- Born: December 6, 1865 Grafton, West Virginia
- Died: April 21, 1948 (aged 82) Buckhannon, West Virginia

= Annie Latham Bartlett =

American sculptor (1865–1948)

Annie Virginia Latham Bartlett (December 6, 1865 – April 21, 1948) was an American sculptor from West Virginia whose works were exhibited at the New York World's Fair in 1939.

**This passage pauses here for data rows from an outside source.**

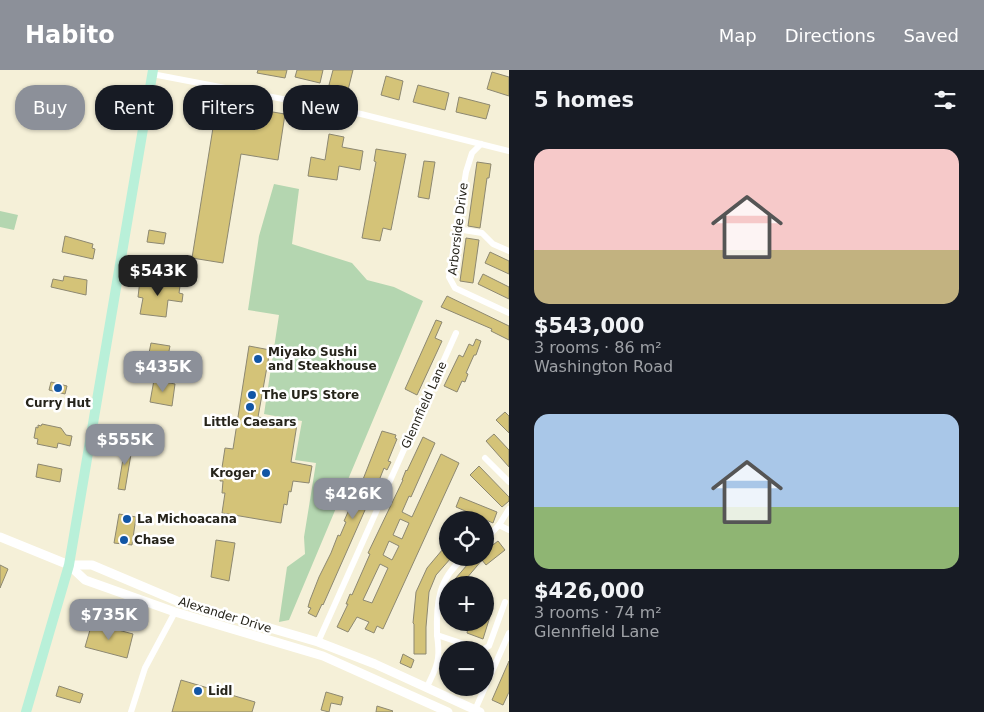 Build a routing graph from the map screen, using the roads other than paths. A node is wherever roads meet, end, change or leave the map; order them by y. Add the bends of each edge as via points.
1 (152, 72) edge
2 (481, 144) junction
3 (509, 151) edge
4 (457, 230) junction
5 (509, 251) edge
6 (509, 313) edge
7 (456, 333) dead end
8 (485, 458) dead end
9 (509, 482) edge
10 (509, 509) edge
11 (499, 525) junction
12 (494, 530) edge
13 (509, 530) edge
14 (0, 537) edge
15 (69, 565) junction
16 (457, 566) edge
17 (504, 602) dead end
18 (175, 612) junction
19 (509, 633) edge
20 (437, 635) junction
21 (318, 642) junction
22 (427, 687) junction
23 (478, 711) edge
24 (26, 712) edge
25 (131, 712) edge
26 (448, 712) edge

1 - 2 street via 361,114
1 - 15 main road
2 - 3 street
2 - 4 street, Arborside Drive via 472,153 466,172
4 - 5 street via 482,234 493,244
4 - 6 street, Arborside Drive via 449,277 455,288
7 - 21 street, Glennfield Lane
8 - 9 street
10 - 11 street
11 - 12 street
11 - 13 street
14 - 15 main road
15 - 18 main road, Alexander Drive via 86,580
15 - 21 main road, Alexander Drive via 92,565 177,601
15 - 24 main road
16 - 20 street via 444,582 437,601
17 - 20 street via 489,646 482,650
18 - 25 street via 145,668
18 - 26 main road, Alexander Drive via 323,656
19 - 23 street
20 - 22 street via 436,668
21 - 22 main road, Alexander Drive
22 - 23 main road, Alexander Drive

==Early life and education==
She was born in 1865 to General George R. Latham and Caroline A. Thayer Latham. Her father was a Congressman and later the U.S. consul to Australia. She married Leonidas Bartlett in 1885. She attended the Maryland Institute at Baltimore in 1922 to study the fine arts.

==Career==
Bartlett took up sculpting after her schooling. She developed a process which hardened local clays without firing them, mixing them with her own ingredients. She would then paint and varnish her works so that they would resemble colored porcelain. Many of her subjects were traditional busts, in addition to figures which related to West Virginia's culture and history. She would also make figurines of some of her neighbors. These neighbor portraits, with names like "Schoolma'am" and "Madonna of the Mountains" were featured in an exhibit at the International Institute in Pittsburgh Pennsylvania in 1936. Her work and similar have been described as "Southern Highland Potteries" after Allen H. Eaton's book Handicrafts of the Southern Highlands which described works by Bartlett and others.

Her work is held in The Johnston Collection in Spartanburg, South Carolina.